▶ _Try it_
Lines of the listing that contain "Lane" need to be copied.
=====
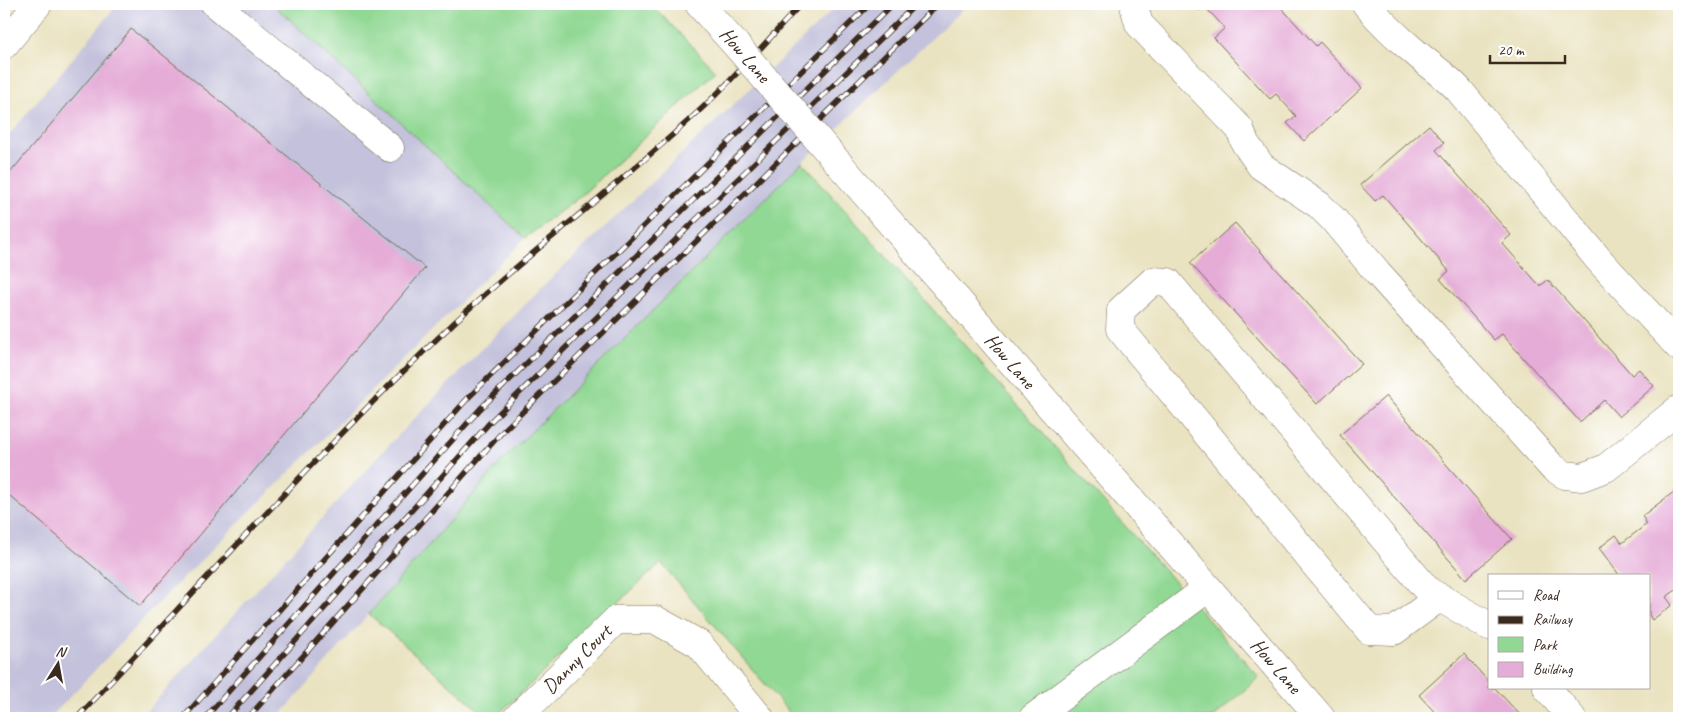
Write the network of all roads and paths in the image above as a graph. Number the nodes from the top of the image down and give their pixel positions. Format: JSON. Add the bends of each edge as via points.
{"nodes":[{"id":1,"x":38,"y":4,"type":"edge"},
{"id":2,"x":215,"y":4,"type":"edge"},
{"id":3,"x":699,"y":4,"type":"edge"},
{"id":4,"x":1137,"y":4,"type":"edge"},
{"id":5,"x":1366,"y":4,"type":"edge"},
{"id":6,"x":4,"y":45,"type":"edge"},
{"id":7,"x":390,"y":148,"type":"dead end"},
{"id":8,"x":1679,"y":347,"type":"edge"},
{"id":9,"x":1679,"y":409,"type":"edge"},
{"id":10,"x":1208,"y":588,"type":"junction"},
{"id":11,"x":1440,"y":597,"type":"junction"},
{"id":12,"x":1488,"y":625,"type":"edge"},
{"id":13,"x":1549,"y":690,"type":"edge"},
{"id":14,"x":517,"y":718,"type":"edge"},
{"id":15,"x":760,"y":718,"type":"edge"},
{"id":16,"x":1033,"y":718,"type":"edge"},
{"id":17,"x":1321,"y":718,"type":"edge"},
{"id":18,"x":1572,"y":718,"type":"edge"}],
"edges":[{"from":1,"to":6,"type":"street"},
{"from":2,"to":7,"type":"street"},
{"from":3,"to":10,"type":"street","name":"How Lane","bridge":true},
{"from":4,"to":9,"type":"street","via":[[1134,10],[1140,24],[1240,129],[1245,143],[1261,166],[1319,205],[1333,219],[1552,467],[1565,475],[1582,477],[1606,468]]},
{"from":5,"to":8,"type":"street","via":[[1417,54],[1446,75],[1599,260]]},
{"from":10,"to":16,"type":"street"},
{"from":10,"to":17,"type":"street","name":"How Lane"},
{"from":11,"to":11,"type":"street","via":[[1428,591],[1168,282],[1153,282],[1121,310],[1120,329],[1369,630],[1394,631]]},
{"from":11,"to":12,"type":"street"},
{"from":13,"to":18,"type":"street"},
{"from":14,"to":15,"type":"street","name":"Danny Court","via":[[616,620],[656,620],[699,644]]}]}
=====
▶ _Solution to the problem_
{"from":3,"to":10,"type":"street","name":"How Lane","bridge":true},
{"from":10,"to":17,"type":"street","name":"How Lane"},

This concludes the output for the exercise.